▶ PROBLEM DESCRIPTION
What you give back must match the records below exactly.

**** EXERCISE MATERIALS ****

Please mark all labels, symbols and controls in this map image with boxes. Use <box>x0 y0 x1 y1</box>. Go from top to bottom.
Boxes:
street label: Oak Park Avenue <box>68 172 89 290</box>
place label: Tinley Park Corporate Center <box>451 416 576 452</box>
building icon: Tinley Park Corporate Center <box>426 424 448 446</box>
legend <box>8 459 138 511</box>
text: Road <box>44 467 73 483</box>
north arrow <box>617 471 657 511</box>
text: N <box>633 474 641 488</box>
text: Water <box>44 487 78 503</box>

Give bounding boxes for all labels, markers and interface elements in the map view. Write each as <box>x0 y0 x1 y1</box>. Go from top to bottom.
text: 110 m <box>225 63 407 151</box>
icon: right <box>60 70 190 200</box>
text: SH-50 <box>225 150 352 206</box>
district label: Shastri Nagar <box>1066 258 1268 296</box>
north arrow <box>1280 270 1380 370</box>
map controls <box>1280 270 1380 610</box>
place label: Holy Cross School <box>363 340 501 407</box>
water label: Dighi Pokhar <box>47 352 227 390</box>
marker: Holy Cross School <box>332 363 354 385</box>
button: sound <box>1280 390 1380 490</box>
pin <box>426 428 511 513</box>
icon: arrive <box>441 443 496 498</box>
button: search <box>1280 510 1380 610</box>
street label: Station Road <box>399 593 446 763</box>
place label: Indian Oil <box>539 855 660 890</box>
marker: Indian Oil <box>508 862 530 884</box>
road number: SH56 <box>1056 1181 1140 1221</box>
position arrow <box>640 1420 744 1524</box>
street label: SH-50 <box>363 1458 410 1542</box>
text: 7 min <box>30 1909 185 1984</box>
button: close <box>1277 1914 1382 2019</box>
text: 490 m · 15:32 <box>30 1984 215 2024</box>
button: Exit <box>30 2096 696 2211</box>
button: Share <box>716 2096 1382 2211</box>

****

▶ FINISHED EXERCISE
Please mark all labels, symbols and controls in this map image with boxes. Use <box>x0 y0 x1 y1</box>. Go from top to bottom.
Boxes:
street label: Oak Park Avenue <box>68 172 89 290</box>
place label: Tinley Park Corporate Center <box>451 416 576 452</box>
building icon: Tinley Park Corporate Center <box>426 424 448 446</box>
legend <box>8 459 138 511</box>
text: Road <box>44 467 73 483</box>
north arrow <box>617 471 657 511</box>
text: N <box>633 474 641 488</box>
text: Water <box>44 487 78 503</box>

Give bounding boxes for all labels, markers and interface elements in the map view. Write each as <box>x0 y0 x1 y1</box>. Go from top to bottom.
text: 110 m <box>225 63 407 151</box>
icon: right <box>60 70 190 200</box>
text: SH-50 <box>225 150 352 206</box>
district label: Shastri Nagar <box>1066 258 1268 296</box>
north arrow <box>1280 270 1380 370</box>
map controls <box>1280 270 1380 610</box>
place label: Holy Cross School <box>363 340 501 407</box>
water label: Dighi Pokhar <box>47 352 227 390</box>
marker: Holy Cross School <box>332 363 354 385</box>
button: sound <box>1280 390 1380 490</box>
pin <box>426 428 511 513</box>
icon: arrive <box>441 443 496 498</box>
button: search <box>1280 510 1380 610</box>
street label: Station Road <box>399 593 446 763</box>
place label: Indian Oil <box>539 855 660 890</box>
marker: Indian Oil <box>508 862 530 884</box>
road number: SH56 <box>1056 1181 1140 1221</box>
position arrow <box>640 1420 744 1524</box>
street label: SH-50 <box>363 1458 410 1542</box>
text: 7 min <box>30 1909 185 1984</box>
button: close <box>1277 1914 1382 2019</box>
text: 490 m · 15:32 <box>30 1984 215 2024</box>
button: Exit <box>30 2096 696 2211</box>
button: Share <box>716 2096 1382 2211</box>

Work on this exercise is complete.